:: Entries supplied ::
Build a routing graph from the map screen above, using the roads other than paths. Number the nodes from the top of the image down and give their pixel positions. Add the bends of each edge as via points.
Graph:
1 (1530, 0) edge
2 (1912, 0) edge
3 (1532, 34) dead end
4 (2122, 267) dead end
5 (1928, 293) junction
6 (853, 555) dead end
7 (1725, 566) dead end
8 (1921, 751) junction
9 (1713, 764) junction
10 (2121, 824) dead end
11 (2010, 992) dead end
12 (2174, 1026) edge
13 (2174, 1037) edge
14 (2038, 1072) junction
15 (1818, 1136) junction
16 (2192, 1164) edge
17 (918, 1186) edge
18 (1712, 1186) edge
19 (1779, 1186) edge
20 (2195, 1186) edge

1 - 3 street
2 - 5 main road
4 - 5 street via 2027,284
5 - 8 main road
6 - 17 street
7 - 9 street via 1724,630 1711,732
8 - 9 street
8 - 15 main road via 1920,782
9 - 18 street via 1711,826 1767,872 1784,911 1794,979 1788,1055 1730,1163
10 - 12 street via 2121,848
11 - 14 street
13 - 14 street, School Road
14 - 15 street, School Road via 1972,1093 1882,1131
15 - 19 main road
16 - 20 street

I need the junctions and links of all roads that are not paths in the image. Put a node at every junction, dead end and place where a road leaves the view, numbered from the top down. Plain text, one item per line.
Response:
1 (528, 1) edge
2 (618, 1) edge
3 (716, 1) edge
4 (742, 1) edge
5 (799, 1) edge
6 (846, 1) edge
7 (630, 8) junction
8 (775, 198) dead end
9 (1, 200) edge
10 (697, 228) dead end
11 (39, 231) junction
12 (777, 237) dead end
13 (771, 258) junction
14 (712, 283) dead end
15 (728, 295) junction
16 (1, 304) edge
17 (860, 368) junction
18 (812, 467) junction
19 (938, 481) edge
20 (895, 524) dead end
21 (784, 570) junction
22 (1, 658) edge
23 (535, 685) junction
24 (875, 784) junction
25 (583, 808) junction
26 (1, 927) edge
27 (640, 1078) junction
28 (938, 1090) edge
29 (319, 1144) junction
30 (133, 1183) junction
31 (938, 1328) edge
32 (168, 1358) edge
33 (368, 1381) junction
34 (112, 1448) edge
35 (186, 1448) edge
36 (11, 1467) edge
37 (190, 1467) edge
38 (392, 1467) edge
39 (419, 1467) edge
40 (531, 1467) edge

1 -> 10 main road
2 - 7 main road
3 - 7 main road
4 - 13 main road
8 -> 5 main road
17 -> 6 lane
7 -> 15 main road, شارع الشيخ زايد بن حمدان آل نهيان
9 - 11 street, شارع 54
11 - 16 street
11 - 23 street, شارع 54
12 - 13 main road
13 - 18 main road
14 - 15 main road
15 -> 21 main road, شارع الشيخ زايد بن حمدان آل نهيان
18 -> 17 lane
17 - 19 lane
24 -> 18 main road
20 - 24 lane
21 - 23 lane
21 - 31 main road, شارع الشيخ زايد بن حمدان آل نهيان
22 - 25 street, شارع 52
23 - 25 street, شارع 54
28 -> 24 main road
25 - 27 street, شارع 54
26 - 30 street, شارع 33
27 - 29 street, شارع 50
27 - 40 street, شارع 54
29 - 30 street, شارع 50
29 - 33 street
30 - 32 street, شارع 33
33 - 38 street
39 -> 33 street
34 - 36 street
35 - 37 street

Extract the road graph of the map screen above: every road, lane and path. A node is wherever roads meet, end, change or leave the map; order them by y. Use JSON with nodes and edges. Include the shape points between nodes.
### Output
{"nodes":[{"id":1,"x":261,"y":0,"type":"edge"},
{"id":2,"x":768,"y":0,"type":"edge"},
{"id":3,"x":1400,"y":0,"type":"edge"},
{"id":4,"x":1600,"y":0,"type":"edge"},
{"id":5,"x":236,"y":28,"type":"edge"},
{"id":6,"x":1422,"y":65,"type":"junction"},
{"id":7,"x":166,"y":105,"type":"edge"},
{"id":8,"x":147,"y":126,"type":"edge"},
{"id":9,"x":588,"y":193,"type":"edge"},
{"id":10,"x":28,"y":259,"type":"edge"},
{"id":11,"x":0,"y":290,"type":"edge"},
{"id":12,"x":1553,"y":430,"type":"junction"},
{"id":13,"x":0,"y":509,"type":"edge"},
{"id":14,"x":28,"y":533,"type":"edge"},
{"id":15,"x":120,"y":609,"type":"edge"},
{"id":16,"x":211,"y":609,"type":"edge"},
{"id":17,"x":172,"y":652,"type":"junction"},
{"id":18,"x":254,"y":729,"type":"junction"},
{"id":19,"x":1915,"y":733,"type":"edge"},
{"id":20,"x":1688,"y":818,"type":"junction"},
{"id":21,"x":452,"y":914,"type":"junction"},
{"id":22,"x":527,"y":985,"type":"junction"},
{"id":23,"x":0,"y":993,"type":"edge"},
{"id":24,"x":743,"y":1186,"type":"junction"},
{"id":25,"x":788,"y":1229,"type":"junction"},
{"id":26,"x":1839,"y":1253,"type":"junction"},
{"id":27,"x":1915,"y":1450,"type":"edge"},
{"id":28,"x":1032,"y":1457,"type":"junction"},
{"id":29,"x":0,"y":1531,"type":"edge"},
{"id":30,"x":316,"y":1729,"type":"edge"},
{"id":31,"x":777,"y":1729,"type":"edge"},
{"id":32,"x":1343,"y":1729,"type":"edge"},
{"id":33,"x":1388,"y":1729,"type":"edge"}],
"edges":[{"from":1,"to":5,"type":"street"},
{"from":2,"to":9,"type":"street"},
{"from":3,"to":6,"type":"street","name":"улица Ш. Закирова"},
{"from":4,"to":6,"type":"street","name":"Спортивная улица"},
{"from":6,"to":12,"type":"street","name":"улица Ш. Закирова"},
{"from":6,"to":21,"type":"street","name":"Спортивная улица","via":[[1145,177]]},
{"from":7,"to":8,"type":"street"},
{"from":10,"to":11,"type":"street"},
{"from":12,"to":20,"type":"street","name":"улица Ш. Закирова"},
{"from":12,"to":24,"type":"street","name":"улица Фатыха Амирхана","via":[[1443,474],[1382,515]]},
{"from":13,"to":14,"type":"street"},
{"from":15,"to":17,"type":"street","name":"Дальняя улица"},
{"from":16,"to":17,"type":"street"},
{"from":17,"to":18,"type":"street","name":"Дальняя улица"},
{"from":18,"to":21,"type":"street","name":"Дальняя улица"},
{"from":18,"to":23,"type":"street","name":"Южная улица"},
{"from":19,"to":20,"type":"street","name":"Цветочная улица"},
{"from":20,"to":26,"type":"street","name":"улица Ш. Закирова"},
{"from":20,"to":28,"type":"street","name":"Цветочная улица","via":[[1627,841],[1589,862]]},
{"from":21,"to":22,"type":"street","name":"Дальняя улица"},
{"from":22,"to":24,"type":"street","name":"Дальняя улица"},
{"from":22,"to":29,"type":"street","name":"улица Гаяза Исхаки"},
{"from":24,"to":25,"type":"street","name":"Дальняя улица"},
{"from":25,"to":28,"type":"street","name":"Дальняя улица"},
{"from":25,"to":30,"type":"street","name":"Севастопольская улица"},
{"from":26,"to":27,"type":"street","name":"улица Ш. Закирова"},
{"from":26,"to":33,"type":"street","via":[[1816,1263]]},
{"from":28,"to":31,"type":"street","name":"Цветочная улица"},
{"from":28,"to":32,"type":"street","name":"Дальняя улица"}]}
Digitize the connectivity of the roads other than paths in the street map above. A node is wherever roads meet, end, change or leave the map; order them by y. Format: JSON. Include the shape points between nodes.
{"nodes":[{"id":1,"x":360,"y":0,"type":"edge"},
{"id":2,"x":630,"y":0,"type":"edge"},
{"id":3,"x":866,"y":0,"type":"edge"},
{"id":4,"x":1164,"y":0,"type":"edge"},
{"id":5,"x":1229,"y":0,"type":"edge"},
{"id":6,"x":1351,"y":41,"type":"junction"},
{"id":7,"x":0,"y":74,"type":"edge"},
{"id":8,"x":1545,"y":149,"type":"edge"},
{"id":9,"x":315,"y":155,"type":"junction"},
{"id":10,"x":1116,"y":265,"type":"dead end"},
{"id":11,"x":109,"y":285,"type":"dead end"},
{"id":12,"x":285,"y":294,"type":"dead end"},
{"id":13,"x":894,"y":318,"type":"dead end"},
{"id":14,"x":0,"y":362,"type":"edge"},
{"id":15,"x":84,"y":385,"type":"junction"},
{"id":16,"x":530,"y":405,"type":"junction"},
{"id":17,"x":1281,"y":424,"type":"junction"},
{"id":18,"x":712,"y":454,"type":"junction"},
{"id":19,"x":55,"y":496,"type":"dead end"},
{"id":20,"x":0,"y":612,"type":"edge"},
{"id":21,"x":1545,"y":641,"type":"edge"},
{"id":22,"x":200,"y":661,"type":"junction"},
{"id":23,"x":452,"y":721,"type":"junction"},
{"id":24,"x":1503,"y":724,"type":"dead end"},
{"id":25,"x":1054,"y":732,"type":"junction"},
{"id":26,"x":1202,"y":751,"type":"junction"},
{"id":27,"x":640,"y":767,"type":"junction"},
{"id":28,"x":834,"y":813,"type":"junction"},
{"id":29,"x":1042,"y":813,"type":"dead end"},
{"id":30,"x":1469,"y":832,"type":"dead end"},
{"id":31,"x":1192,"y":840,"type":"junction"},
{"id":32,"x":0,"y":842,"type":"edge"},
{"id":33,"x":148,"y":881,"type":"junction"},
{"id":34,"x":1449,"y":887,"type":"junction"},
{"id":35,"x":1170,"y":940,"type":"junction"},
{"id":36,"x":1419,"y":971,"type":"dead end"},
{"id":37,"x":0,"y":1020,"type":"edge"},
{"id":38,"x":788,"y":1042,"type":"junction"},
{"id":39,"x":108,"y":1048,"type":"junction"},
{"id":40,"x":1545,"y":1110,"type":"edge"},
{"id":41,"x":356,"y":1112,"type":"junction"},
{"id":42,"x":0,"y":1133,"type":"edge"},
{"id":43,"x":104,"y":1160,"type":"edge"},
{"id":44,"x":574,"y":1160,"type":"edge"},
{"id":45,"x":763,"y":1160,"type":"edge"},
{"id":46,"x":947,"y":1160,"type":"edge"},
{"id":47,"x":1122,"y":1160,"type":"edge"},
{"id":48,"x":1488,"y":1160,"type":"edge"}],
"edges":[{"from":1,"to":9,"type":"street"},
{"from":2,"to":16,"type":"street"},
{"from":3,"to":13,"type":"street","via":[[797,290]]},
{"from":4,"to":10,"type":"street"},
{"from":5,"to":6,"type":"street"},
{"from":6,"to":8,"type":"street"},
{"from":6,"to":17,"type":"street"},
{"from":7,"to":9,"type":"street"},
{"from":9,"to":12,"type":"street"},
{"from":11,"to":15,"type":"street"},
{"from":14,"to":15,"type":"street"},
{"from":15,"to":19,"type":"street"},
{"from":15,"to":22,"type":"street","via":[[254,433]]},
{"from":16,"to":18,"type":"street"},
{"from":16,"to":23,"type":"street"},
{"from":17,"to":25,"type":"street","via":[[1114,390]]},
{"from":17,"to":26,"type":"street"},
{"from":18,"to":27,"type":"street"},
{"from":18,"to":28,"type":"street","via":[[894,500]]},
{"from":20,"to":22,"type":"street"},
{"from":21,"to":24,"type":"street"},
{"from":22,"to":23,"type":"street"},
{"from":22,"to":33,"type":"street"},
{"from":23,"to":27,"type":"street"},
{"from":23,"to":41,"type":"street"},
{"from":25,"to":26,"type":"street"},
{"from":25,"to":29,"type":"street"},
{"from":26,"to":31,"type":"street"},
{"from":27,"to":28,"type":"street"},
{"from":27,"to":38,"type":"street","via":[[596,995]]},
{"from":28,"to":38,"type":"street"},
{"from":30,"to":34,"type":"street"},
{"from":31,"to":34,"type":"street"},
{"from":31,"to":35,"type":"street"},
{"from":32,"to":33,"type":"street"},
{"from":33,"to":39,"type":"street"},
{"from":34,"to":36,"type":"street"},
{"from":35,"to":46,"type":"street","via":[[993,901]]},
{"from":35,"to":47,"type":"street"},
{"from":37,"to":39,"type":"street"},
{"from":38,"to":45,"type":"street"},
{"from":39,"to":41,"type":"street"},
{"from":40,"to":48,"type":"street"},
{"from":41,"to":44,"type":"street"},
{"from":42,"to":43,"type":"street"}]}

:: Your objective ::
Within the listing, how many lines carry the word "Дальняя"? Answer with the number alone.

:: Answer space ::
8